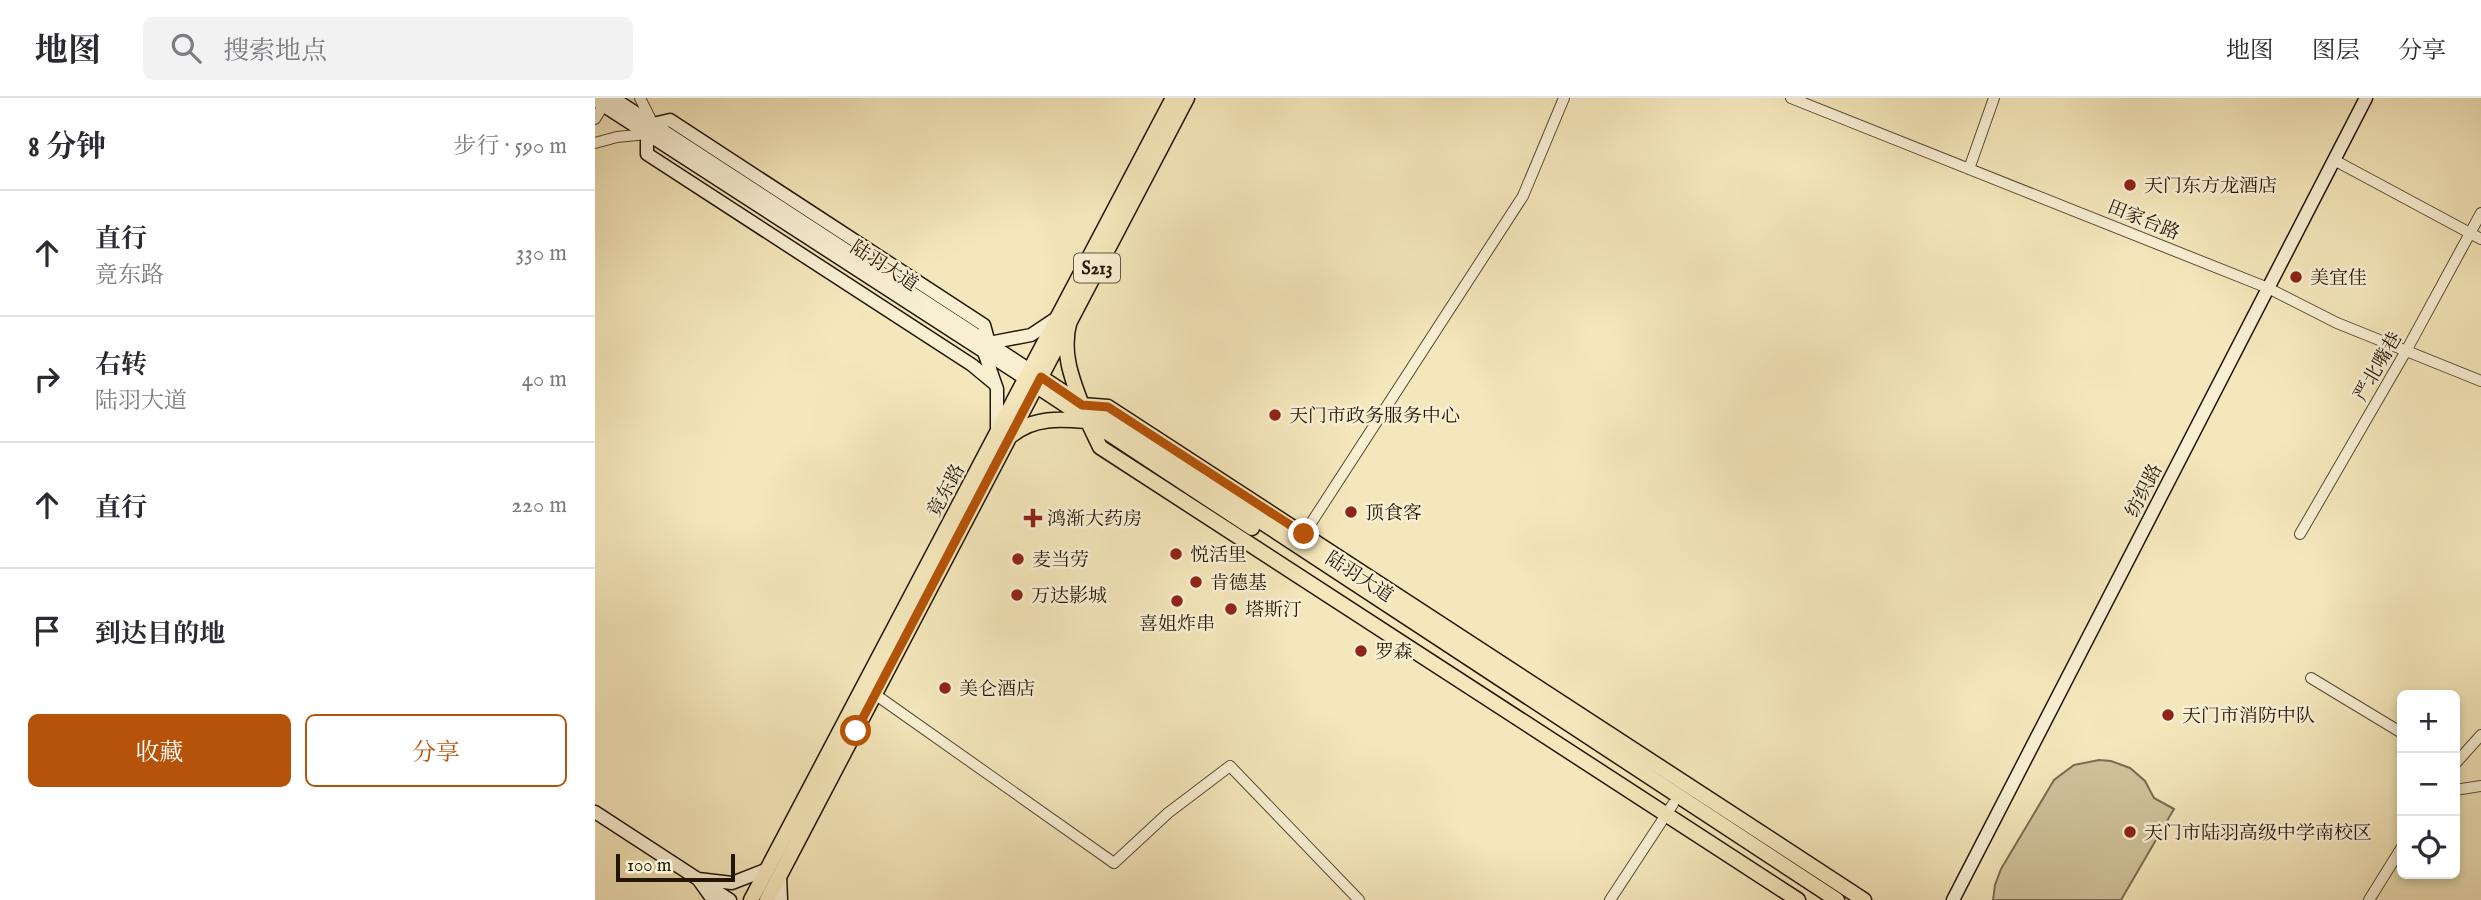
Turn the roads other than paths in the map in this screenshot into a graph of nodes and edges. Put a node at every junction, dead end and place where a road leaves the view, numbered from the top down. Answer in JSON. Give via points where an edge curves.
{"nodes":[{"id":1,"x":640,"y":98,"type":"edge"},
{"id":2,"x":1173,"y":98,"type":"edge"},
{"id":3,"x":1187,"y":98,"type":"edge"},
{"id":4,"x":1564,"y":98,"type":"edge"},
{"id":5,"x":1791,"y":98,"type":"edge"},
{"id":6,"x":1994,"y":98,"type":"edge"},
{"id":7,"x":2366,"y":98,"type":"edge"},
{"id":8,"x":603,"y":100,"type":"edge"},
{"id":9,"x":595,"y":119,"type":"edge"},
{"id":10,"x":650,"y":129,"type":"junction"},
{"id":11,"x":595,"y":143,"type":"edge"},
{"id":12,"x":2334,"y":160,"type":"junction"},
{"id":13,"x":1969,"y":169,"type":"junction"},
{"id":14,"x":2481,"y":213,"type":"edge"},
{"id":15,"x":2469,"y":234,"type":"junction"},
{"id":16,"x":2481,"y":239,"type":"edge"},
{"id":17,"x":2268,"y":288,"type":"junction"},
{"id":18,"x":1065,"y":317,"type":"junction"},
{"id":19,"x":986,"y":348,"type":"junction"},
{"id":20,"x":2406,"y":351,"type":"junction"},
{"id":21,"x":1033,"y":378,"type":"junction"},
{"id":22,"x":2481,"y":381,"type":"edge"},
{"id":23,"x":995,"y":384,"type":"junction"},
{"id":24,"x":1082,"y":405,"type":"junction"},
{"id":25,"x":1088,"y":421,"type":"junction"},
{"id":26,"x":1003,"y":435,"type":"junction"},
{"id":27,"x":1304,"y":534,"type":"junction"},
{"id":28,"x":2300,"y":534,"type":"dead end"},
{"id":29,"x":2311,"y":678,"type":"dead end"},
{"id":30,"x":876,"y":695,"type":"junction"},
{"id":31,"x":2397,"y":730,"type":"edge"},
{"id":32,"x":2481,"y":735,"type":"edge"},
{"id":33,"x":2460,"y":758,"type":"edge"},
{"id":34,"x":2481,"y":786,"type":"edge"},
{"id":35,"x":2460,"y":789,"type":"edge"},
{"id":36,"x":1669,"y":809,"type":"junction"},
{"id":37,"x":595,"y":812,"type":"edge"},
{"id":38,"x":2397,"y":855,"type":"edge"},
{"id":39,"x":774,"y":872,"type":"junction"},
{"id":40,"x":698,"y":879,"type":"junction"},
{"id":41,"x":713,"y":900,"type":"edge"},
{"id":42,"x":730,"y":900,"type":"edge"},
{"id":43,"x":751,"y":900,"type":"edge"},
{"id":44,"x":767,"y":900,"type":"edge"},
{"id":45,"x":781,"y":900,"type":"edge"},
{"id":46,"x":1359,"y":900,"type":"edge"},
{"id":47,"x":1610,"y":900,"type":"edge"},
{"id":48,"x":1798,"y":900,"type":"edge"},
{"id":49,"x":1822,"y":900,"type":"edge"},
{"id":50,"x":1837,"y":900,"type":"edge"},
{"id":51,"x":1864,"y":900,"type":"edge"},
{"id":52,"x":1953,"y":900,"type":"edge"},
{"id":53,"x":2369,"y":900,"type":"edge"}],
"edges":[{"from":1,"to":10,"type":"street"},
{"from":2,"to":18,"type":"main road","name":"竟东路","number":"S213"},
{"from":3,"to":18,"type":"main road","name":"竟东路","number":"S213"},
{"from":4,"to":27,"type":"street","via":[[1524,196]]},
{"from":5,"to":13,"type":"street","name":"田家台路"},
{"from":6,"to":13,"type":"street"},
{"from":7,"to":12,"type":"street","name":"纺织路"},
{"from":8,"to":9,"type":"street"},
{"from":8,"to":10,"type":"street","name":"陆羽大道"},
{"from":10,"to":11,"type":"street"},
{"from":10,"to":19,"type":"street","name":"陆羽大道"},
{"from":10,"to":23,"type":"street","via":[[647,154]]},
{"from":12,"to":15,"type":"street"},
{"from":12,"to":17,"type":"street","name":"纺织路"},
{"from":13,"to":17,"type":"street","name":"田家台路"},
{"from":14,"to":15,"type":"street","name":"严北嘴巷"},
{"from":15,"to":16,"type":"street"},
{"from":15,"to":20,"type":"street","name":"严北嘴巷"},
{"from":17,"to":20,"type":"street","name":"田家台路"},
{"from":17,"to":52,"type":"street","name":"纺织路"},
{"from":18,"to":19,"type":"street","via":[[1031,335]]},
{"from":18,"to":21,"type":"main road","name":"竟东路","number":"S213"},
{"from":18,"to":24,"type":"main road","via":[[1071,378]]},
{"from":19,"to":21,"type":"street","name":"陆羽大道"},
{"from":19,"to":23,"type":"street"},
{"from":20,"to":22,"type":"street","name":"田家台路"},
{"from":20,"to":28,"type":"street","name":"严北嘴巷"},
{"from":21,"to":24,"type":"main road","name":"陆羽大道"},
{"from":21,"to":25,"type":"main road","name":"陆羽大道"},
{"from":21,"to":26,"type":"main road","name":"竟东路","number":"S213"},
{"from":23,"to":26,"type":"street"},
{"from":24,"to":27,"type":"main road","via":[[1108,407]]},
{"from":24,"to":50,"type":"main road","name":"陆羽大道"},
{"from":25,"to":26,"type":"main road","via":[[1041,421]]},
{"from":25,"to":36,"type":"main road","via":[[1100,447]]},
{"from":26,"to":30,"type":"main road","name":"竟东路","number":"S213"},
{"from":26,"to":39,"type":"main road","name":"竟东路","number":"S213"},
{"from":27,"to":51,"type":"main road"},
{"from":29,"to":31,"type":"street"},
{"from":30,"to":39,"type":"main road","name":"竟东路","number":"S213"},
{"from":30,"to":46,"type":"street","via":[[1114,863],[1168,813],[1230,766]]},
{"from":32,"to":33,"type":"street"},
{"from":34,"to":35,"type":"street"},
{"from":36,"to":47,"type":"street"},
{"from":36,"to":48,"type":"main road"},
{"from":36,"to":49,"type":"main road"},
{"from":37,"to":40,"type":"street"},
{"from":38,"to":53,"type":"street"},
{"from":39,"to":40,"type":"street","via":[[732,883]]},
{"from":39,"to":43,"type":"main road","name":"竟东路","number":"S213"},
{"from":39,"to":44,"type":"main road","name":"竟东路","number":"S213"},
{"from":39,"to":45,"type":"street"},
{"from":40,"to":41,"type":"street"},
{"from":40,"to":42,"type":"street"}]}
----------
• _WHAT THIS TASK INVOLVES_: Exact repetition of the material above is required, with the images removed.

• _THE ANSWER_:
Turn the roads other than paths in the map in this screenshot into a graph of nodes and edges. Put a node at every junction, dead end and place where a road leaves the view, numbered from the top down. Answer in JSON. Give via points where an edge curves.
{"nodes":[{"id":1,"x":640,"y":98,"type":"edge"},
{"id":2,"x":1173,"y":98,"type":"edge"},
{"id":3,"x":1187,"y":98,"type":"edge"},
{"id":4,"x":1564,"y":98,"type":"edge"},
{"id":5,"x":1791,"y":98,"type":"edge"},
{"id":6,"x":1994,"y":98,"type":"edge"},
{"id":7,"x":2366,"y":98,"type":"edge"},
{"id":8,"x":603,"y":100,"type":"edge"},
{"id":9,"x":595,"y":119,"type":"edge"},
{"id":10,"x":650,"y":129,"type":"junction"},
{"id":11,"x":595,"y":143,"type":"edge"},
{"id":12,"x":2334,"y":160,"type":"junction"},
{"id":13,"x":1969,"y":169,"type":"junction"},
{"id":14,"x":2481,"y":213,"type":"edge"},
{"id":15,"x":2469,"y":234,"type":"junction"},
{"id":16,"x":2481,"y":239,"type":"edge"},
{"id":17,"x":2268,"y":288,"type":"junction"},
{"id":18,"x":1065,"y":317,"type":"junction"},
{"id":19,"x":986,"y":348,"type":"junction"},
{"id":20,"x":2406,"y":351,"type":"junction"},
{"id":21,"x":1033,"y":378,"type":"junction"},
{"id":22,"x":2481,"y":381,"type":"edge"},
{"id":23,"x":995,"y":384,"type":"junction"},
{"id":24,"x":1082,"y":405,"type":"junction"},
{"id":25,"x":1088,"y":421,"type":"junction"},
{"id":26,"x":1003,"y":435,"type":"junction"},
{"id":27,"x":1304,"y":534,"type":"junction"},
{"id":28,"x":2300,"y":534,"type":"dead end"},
{"id":29,"x":2311,"y":678,"type":"dead end"},
{"id":30,"x":876,"y":695,"type":"junction"},
{"id":31,"x":2397,"y":730,"type":"edge"},
{"id":32,"x":2481,"y":735,"type":"edge"},
{"id":33,"x":2460,"y":758,"type":"edge"},
{"id":34,"x":2481,"y":786,"type":"edge"},
{"id":35,"x":2460,"y":789,"type":"edge"},
{"id":36,"x":1669,"y":809,"type":"junction"},
{"id":37,"x":595,"y":812,"type":"edge"},
{"id":38,"x":2397,"y":855,"type":"edge"},
{"id":39,"x":774,"y":872,"type":"junction"},
{"id":40,"x":698,"y":879,"type":"junction"},
{"id":41,"x":713,"y":900,"type":"edge"},
{"id":42,"x":730,"y":900,"type":"edge"},
{"id":43,"x":751,"y":900,"type":"edge"},
{"id":44,"x":767,"y":900,"type":"edge"},
{"id":45,"x":781,"y":900,"type":"edge"},
{"id":46,"x":1359,"y":900,"type":"edge"},
{"id":47,"x":1610,"y":900,"type":"edge"},
{"id":48,"x":1798,"y":900,"type":"edge"},
{"id":49,"x":1822,"y":900,"type":"edge"},
{"id":50,"x":1837,"y":900,"type":"edge"},
{"id":51,"x":1864,"y":900,"type":"edge"},
{"id":52,"x":1953,"y":900,"type":"edge"},
{"id":53,"x":2369,"y":900,"type":"edge"}],
"edges":[{"from":1,"to":10,"type":"street"},
{"from":2,"to":18,"type":"main road","name":"竟东路","number":"S213"},
{"from":3,"to":18,"type":"main road","name":"竟东路","number":"S213"},
{"from":4,"to":27,"type":"street","via":[[1524,196]]},
{"from":5,"to":13,"type":"street","name":"田家台路"},
{"from":6,"to":13,"type":"street"},
{"from":7,"to":12,"type":"street","name":"纺织路"},
{"from":8,"to":9,"type":"street"},
{"from":8,"to":10,"type":"street","name":"陆羽大道"},
{"from":10,"to":11,"type":"street"},
{"from":10,"to":19,"type":"street","name":"陆羽大道"},
{"from":10,"to":23,"type":"street","via":[[647,154]]},
{"from":12,"to":15,"type":"street"},
{"from":12,"to":17,"type":"street","name":"纺织路"},
{"from":13,"to":17,"type":"street","name":"田家台路"},
{"from":14,"to":15,"type":"street","name":"严北嘴巷"},
{"from":15,"to":16,"type":"street"},
{"from":15,"to":20,"type":"street","name":"严北嘴巷"},
{"from":17,"to":20,"type":"street","name":"田家台路"},
{"from":17,"to":52,"type":"street","name":"纺织路"},
{"from":18,"to":19,"type":"street","via":[[1031,335]]},
{"from":18,"to":21,"type":"main road","name":"竟东路","number":"S213"},
{"from":18,"to":24,"type":"main road","via":[[1071,378]]},
{"from":19,"to":21,"type":"street","name":"陆羽大道"},
{"from":19,"to":23,"type":"street"},
{"from":20,"to":22,"type":"street","name":"田家台路"},
{"from":20,"to":28,"type":"street","name":"严北嘴巷"},
{"from":21,"to":24,"type":"main road","name":"陆羽大道"},
{"from":21,"to":25,"type":"main road","name":"陆羽大道"},
{"from":21,"to":26,"type":"main road","name":"竟东路","number":"S213"},
{"from":23,"to":26,"type":"street"},
{"from":24,"to":27,"type":"main road","via":[[1108,407]]},
{"from":24,"to":50,"type":"main road","name":"陆羽大道"},
{"from":25,"to":26,"type":"main road","via":[[1041,421]]},
{"from":25,"to":36,"type":"main road","via":[[1100,447]]},
{"from":26,"to":30,"type":"main road","name":"竟东路","number":"S213"},
{"from":26,"to":39,"type":"main road","name":"竟东路","number":"S213"},
{"from":27,"to":51,"type":"main road"},
{"from":29,"to":31,"type":"street"},
{"from":30,"to":39,"type":"main road","name":"竟东路","number":"S213"},
{"from":30,"to":46,"type":"street","via":[[1114,863],[1168,813],[1230,766]]},
{"from":32,"to":33,"type":"street"},
{"from":34,"to":35,"type":"street"},
{"from":36,"to":47,"type":"street"},
{"from":36,"to":48,"type":"main road"},
{"from":36,"to":49,"type":"main road"},
{"from":37,"to":40,"type":"street"},
{"from":38,"to":53,"type":"street"},
{"from":39,"to":40,"type":"street","via":[[732,883]]},
{"from":39,"to":43,"type":"main road","name":"竟东路","number":"S213"},
{"from":39,"to":44,"type":"main road","name":"竟东路","number":"S213"},
{"from":39,"to":45,"type":"street"},
{"from":40,"to":41,"type":"street"},
{"from":40,"to":42,"type":"street"}]}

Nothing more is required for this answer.